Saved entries
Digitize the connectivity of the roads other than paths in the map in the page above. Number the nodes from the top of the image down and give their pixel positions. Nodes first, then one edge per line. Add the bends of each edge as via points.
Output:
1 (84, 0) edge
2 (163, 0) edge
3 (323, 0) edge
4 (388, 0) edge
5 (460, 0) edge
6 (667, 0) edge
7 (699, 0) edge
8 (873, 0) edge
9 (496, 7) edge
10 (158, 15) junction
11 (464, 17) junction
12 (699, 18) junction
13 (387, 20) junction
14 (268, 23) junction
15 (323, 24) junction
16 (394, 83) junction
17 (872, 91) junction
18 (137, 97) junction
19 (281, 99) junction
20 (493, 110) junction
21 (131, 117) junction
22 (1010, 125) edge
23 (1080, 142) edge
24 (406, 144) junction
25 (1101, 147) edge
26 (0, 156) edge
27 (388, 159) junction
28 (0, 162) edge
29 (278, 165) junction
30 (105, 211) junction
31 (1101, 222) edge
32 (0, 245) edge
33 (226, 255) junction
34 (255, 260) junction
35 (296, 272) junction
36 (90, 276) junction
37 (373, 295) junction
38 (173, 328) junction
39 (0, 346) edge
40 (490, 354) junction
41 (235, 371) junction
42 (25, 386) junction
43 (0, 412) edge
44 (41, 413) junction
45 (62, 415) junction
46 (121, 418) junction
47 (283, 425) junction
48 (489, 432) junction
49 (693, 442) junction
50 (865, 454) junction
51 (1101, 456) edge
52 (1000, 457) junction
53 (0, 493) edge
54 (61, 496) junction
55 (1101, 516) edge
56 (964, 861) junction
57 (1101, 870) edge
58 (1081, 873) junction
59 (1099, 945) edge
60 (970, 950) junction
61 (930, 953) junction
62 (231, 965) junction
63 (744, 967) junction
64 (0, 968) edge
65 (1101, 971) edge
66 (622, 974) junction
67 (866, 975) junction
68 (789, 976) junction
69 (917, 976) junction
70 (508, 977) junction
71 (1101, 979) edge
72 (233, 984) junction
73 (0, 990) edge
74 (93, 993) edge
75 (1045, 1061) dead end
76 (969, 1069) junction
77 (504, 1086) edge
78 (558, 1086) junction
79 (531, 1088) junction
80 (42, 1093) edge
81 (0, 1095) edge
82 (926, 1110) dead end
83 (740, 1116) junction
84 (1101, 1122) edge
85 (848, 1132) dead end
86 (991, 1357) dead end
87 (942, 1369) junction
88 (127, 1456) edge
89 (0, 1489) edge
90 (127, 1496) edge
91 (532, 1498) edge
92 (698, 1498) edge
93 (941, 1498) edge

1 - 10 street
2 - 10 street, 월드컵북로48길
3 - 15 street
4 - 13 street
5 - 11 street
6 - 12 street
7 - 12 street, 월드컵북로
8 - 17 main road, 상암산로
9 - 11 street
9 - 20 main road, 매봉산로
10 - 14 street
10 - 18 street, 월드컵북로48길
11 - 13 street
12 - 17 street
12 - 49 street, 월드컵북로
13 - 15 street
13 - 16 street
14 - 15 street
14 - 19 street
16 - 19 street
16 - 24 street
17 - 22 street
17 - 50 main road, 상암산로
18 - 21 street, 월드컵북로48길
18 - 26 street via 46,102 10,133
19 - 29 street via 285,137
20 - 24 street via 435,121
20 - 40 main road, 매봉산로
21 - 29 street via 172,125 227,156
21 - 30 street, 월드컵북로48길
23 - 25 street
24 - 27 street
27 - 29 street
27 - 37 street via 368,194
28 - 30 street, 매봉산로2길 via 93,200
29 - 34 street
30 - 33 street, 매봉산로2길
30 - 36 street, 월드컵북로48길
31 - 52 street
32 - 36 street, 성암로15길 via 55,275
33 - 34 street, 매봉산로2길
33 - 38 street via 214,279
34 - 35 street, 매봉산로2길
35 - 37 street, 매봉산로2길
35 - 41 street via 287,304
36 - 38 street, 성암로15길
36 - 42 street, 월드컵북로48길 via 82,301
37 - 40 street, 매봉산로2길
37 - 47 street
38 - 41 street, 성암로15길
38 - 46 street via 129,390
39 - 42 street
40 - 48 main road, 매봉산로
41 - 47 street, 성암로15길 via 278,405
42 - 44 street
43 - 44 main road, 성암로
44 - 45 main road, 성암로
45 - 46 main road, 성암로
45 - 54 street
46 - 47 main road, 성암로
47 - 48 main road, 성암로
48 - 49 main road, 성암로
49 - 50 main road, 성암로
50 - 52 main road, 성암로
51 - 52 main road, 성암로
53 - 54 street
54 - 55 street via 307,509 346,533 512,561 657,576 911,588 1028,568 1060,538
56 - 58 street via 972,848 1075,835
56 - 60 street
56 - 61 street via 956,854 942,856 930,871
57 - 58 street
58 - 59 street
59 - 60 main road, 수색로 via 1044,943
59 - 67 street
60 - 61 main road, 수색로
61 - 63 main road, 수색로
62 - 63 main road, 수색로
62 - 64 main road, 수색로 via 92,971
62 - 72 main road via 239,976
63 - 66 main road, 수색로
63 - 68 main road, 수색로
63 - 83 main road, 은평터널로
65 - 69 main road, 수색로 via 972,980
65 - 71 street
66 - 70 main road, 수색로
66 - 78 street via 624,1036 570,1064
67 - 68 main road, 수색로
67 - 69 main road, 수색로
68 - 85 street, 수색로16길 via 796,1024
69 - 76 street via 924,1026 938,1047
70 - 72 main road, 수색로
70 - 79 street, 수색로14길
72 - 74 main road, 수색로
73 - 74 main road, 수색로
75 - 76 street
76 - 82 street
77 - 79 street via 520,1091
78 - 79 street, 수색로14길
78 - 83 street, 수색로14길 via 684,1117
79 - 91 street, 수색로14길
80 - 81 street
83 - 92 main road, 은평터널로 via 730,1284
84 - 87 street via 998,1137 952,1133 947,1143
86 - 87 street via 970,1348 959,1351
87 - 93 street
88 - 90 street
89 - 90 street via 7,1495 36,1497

- [Task brief] Retype the records that precede this task, keeping them exactly the same.

- [The completed task]
Digitize the connectivity of the roads other than paths in the map in the page above. Number the nodes from the top of the image down and give their pixel positions. Nodes first, then one edge per line. Add the bends of each edge as via points.
Output:
1 (84, 0) edge
2 (163, 0) edge
3 (323, 0) edge
4 (388, 0) edge
5 (460, 0) edge
6 (667, 0) edge
7 (699, 0) edge
8 (873, 0) edge
9 (496, 7) edge
10 (158, 15) junction
11 (464, 17) junction
12 (699, 18) junction
13 (387, 20) junction
14 (268, 23) junction
15 (323, 24) junction
16 (394, 83) junction
17 (872, 91) junction
18 (137, 97) junction
19 (281, 99) junction
20 (493, 110) junction
21 (131, 117) junction
22 (1010, 125) edge
23 (1080, 142) edge
24 (406, 144) junction
25 (1101, 147) edge
26 (0, 156) edge
27 (388, 159) junction
28 (0, 162) edge
29 (278, 165) junction
30 (105, 211) junction
31 (1101, 222) edge
32 (0, 245) edge
33 (226, 255) junction
34 (255, 260) junction
35 (296, 272) junction
36 (90, 276) junction
37 (373, 295) junction
38 (173, 328) junction
39 (0, 346) edge
40 (490, 354) junction
41 (235, 371) junction
42 (25, 386) junction
43 (0, 412) edge
44 (41, 413) junction
45 (62, 415) junction
46 (121, 418) junction
47 (283, 425) junction
48 (489, 432) junction
49 (693, 442) junction
50 (865, 454) junction
51 (1101, 456) edge
52 (1000, 457) junction
53 (0, 493) edge
54 (61, 496) junction
55 (1101, 516) edge
56 (964, 861) junction
57 (1101, 870) edge
58 (1081, 873) junction
59 (1099, 945) edge
60 (970, 950) junction
61 (930, 953) junction
62 (231, 965) junction
63 (744, 967) junction
64 (0, 968) edge
65 (1101, 971) edge
66 (622, 974) junction
67 (866, 975) junction
68 (789, 976) junction
69 (917, 976) junction
70 (508, 977) junction
71 (1101, 979) edge
72 (233, 984) junction
73 (0, 990) edge
74 (93, 993) edge
75 (1045, 1061) dead end
76 (969, 1069) junction
77 (504, 1086) edge
78 (558, 1086) junction
79 (531, 1088) junction
80 (42, 1093) edge
81 (0, 1095) edge
82 (926, 1110) dead end
83 (740, 1116) junction
84 (1101, 1122) edge
85 (848, 1132) dead end
86 (991, 1357) dead end
87 (942, 1369) junction
88 (127, 1456) edge
89 (0, 1489) edge
90 (127, 1496) edge
91 (532, 1498) edge
92 (698, 1498) edge
93 (941, 1498) edge

1 - 10 street
2 - 10 street, 월드컵북로48길
3 - 15 street
4 - 13 street
5 - 11 street
6 - 12 street
7 - 12 street, 월드컵북로
8 - 17 main road, 상암산로
9 - 11 street
9 - 20 main road, 매봉산로
10 - 14 street
10 - 18 street, 월드컵북로48길
11 - 13 street
12 - 17 street
12 - 49 street, 월드컵북로
13 - 15 street
13 - 16 street
14 - 15 street
14 - 19 street
16 - 19 street
16 - 24 street
17 - 22 street
17 - 50 main road, 상암산로
18 - 21 street, 월드컵북로48길
18 - 26 street via 46,102 10,133
19 - 29 street via 285,137
20 - 24 street via 435,121
20 - 40 main road, 매봉산로
21 - 29 street via 172,125 227,156
21 - 30 street, 월드컵북로48길
23 - 25 street
24 - 27 street
27 - 29 street
27 - 37 street via 368,194
28 - 30 street, 매봉산로2길 via 93,200
29 - 34 street
30 - 33 street, 매봉산로2길
30 - 36 street, 월드컵북로48길
31 - 52 street
32 - 36 street, 성암로15길 via 55,275
33 - 34 street, 매봉산로2길
33 - 38 street via 214,279
34 - 35 street, 매봉산로2길
35 - 37 street, 매봉산로2길
35 - 41 street via 287,304
36 - 38 street, 성암로15길
36 - 42 street, 월드컵북로48길 via 82,301
37 - 40 street, 매봉산로2길
37 - 47 street
38 - 41 street, 성암로15길
38 - 46 street via 129,390
39 - 42 street
40 - 48 main road, 매봉산로
41 - 47 street, 성암로15길 via 278,405
42 - 44 street
43 - 44 main road, 성암로
44 - 45 main road, 성암로
45 - 46 main road, 성암로
45 - 54 street
46 - 47 main road, 성암로
47 - 48 main road, 성암로
48 - 49 main road, 성암로
49 - 50 main road, 성암로
50 - 52 main road, 성암로
51 - 52 main road, 성암로
53 - 54 street
54 - 55 street via 307,509 346,533 512,561 657,576 911,588 1028,568 1060,538
56 - 58 street via 972,848 1075,835
56 - 60 street
56 - 61 street via 956,854 942,856 930,871
57 - 58 street
58 - 59 street
59 - 60 main road, 수색로 via 1044,943
59 - 67 street
60 - 61 main road, 수색로
61 - 63 main road, 수색로
62 - 63 main road, 수색로
62 - 64 main road, 수색로 via 92,971
62 - 72 main road via 239,976
63 - 66 main road, 수색로
63 - 68 main road, 수색로
63 - 83 main road, 은평터널로
65 - 69 main road, 수색로 via 972,980
65 - 71 street
66 - 70 main road, 수색로
66 - 78 street via 624,1036 570,1064
67 - 68 main road, 수색로
67 - 69 main road, 수색로
68 - 85 street, 수색로16길 via 796,1024
69 - 76 street via 924,1026 938,1047
70 - 72 main road, 수색로
70 - 79 street, 수색로14길
72 - 74 main road, 수색로
73 - 74 main road, 수색로
75 - 76 street
76 - 82 street
77 - 79 street via 520,1091
78 - 79 street, 수색로14길
78 - 83 street, 수색로14길 via 684,1117
79 - 91 street, 수색로14길
80 - 81 street
83 - 92 main road, 은평터널로 via 730,1284
84 - 87 street via 998,1137 952,1133 947,1143
86 - 87 street via 970,1348 959,1351
87 - 93 street
88 - 90 street
89 - 90 street via 7,1495 36,1497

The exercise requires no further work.